Tiongkok Tersandung, Tapi Tidak akan Jatuh

Rabu, 10 Juni 2015 | 09:44 WIB
Oleh Iwan Subarkah dan Happy Amanda Amalia (redaksi@investor.id)

JAKARTA – Tiongkok dipercaya tidak akan lagi mencapai pertumbuhan ekonomi dua digit sebagaimana terjadi selama tiga dekade pada era 1990-an hingga 2010. Tapi, kecil kemungkinan perlambatan saat ini berlangsung permanen. Tiongkok diibaratkan sedang tersandung, tapi tidak akan jatuh tersungkur.

Negara dengan perekonomian terbesar kedua dunia dan motor pertumbuhan global ini masih memiliki ruang sangat luas untuk terus tumbuh. Namun, karena statusnya itu pula seluruh dunia khawatir perlambatan akan berimbas ke negara masing-masing. Pada 2014, Tiongkok mencatat laju pertumbuhan ekonomi 7,4%, di bawah target resmi sekitar 7,5% dan merupakan laju paling lambat dalam 24 tahun.
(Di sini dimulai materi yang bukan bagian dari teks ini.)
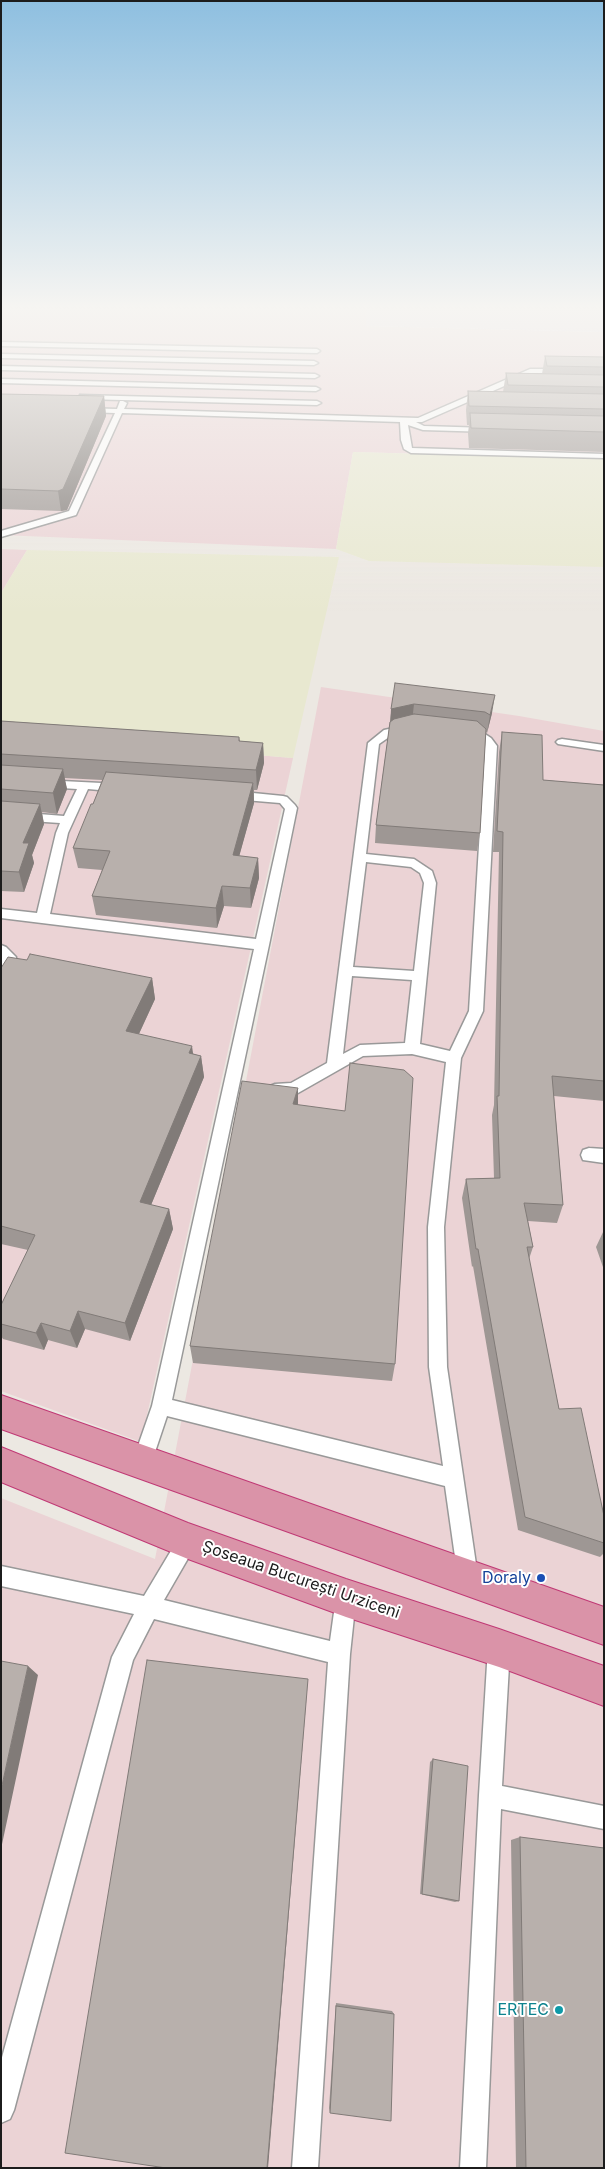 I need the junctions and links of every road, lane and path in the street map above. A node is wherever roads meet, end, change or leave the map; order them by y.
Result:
1 (120, 411) edge
2 (127, 411) edge
3 (441, 411) edge
4 (404, 420) junction
5 (499, 430) edge
6 (604, 456) edge
7 (1, 534) edge
8 (421, 728) edge
9 (458, 731) edge
10 (562, 742) dead end
11 (604, 748) edge
12 (38, 782) edge
13 (84, 786) junction
14 (133, 789) edge
15 (220, 794) edge
16 (1, 816) edge
17 (68, 820) junction
18 (360, 857) junction
19 (1, 913) edge
20 (43, 917) junction
21 (262, 945) junction
22 (1, 950) edge
23 (346, 970) junction
24 (420, 976) junction
25 (1, 986) edge
26 (412, 1048) junction
27 (454, 1058) junction
28 (334, 1065) junction
29 (265, 1091) edge
30 (247, 1092) edge
31 (228, 1094) junction
32 (161, 1406) junction
33 (1, 1412) edge
34 (1, 1464) edge
35 (142, 1464) junction
36 (454, 1479) junction
37 (188, 1541) junction
38 (1, 1576) edge
39 (468, 1579) junction
40 (346, 1598) junction
41 (148, 1607) junction
42 (604, 1626) edge
43 (499, 1648) junction
44 (339, 1654) junction
45 (604, 1686) edge
46 (490, 1795) junction
47 (604, 1818) edge
48 (1, 2110) edge
49 (305, 2168) edge
50 (473, 2168) edge

1 - 7 lane
2 - 4 lane
3 - 4 lane
4 - 5 lane
4 - 6 lane
8 - 18 lane
9 - 27 lane
10 - 11 lane
12 - 13 lane
13 - 14 lane
13 - 17 lane
15 - 21 lane
16 - 17 lane
17 - 20 lane
18 - 23 lane
18 - 24 lane
19 - 20 lane
20 - 21 lane
21 - 31 lane
22 - 25 lane
23 - 24 lane
23 - 28 lane
24 - 26 lane
26 - 27 lane
26 - 28 lane
27 - 36 lane
28 - 29 lane
30 - 31 lane
31 - 32 lane
32 - 35 lane
32 - 36 lane
33 - 35 highway
34 - 37 highway, Șoseaua București Urziceni
35 - 39 highway
36 - 39 lane
37 - 40 highway, Șoseaua București Urziceni
37 - 41 lane
38 - 41 lane
39 - 42 highway
40 - 43 highway, Șoseaua București Urziceni
40 - 44 lane
41 - 44 lane
41 - 48 lane
43 - 45 highway, Șoseaua București Urziceni
43 - 46 lane
44 - 49 lane
46 - 47 lane
46 - 50 lane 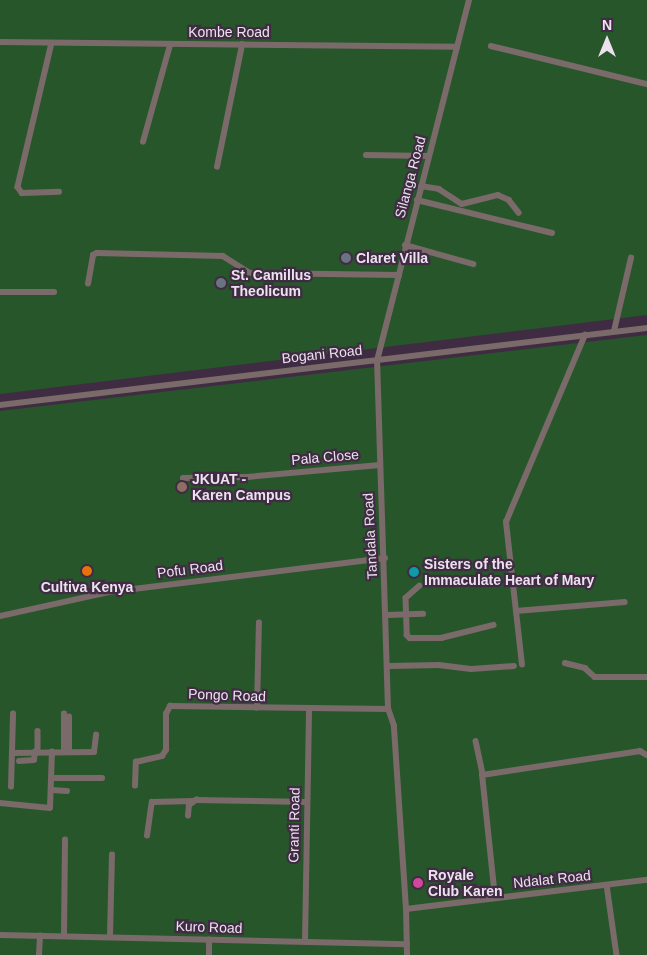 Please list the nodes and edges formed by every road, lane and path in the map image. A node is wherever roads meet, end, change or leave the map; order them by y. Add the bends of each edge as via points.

Hingga menjelang pertengahan tahun ini, perekonomian Tiongkok tidak banyak menunjukkan tanda-tanda peningkatan. Pertumbuhan produk domestik bruto (PDB) melambat jadi 7,0% pada Januari-Maret 2015 atau merupakan hasil kuartalan terburuk dalam enam tahun.

Target pertumbuhan tahun ini pun dipangkas menjadi 7%. Bila tercapai, itu akan menandakan ekspansi terendah selama lebih dari dua dekade. Data-data terbaru mengindikasikan target tersebut susah dicapai.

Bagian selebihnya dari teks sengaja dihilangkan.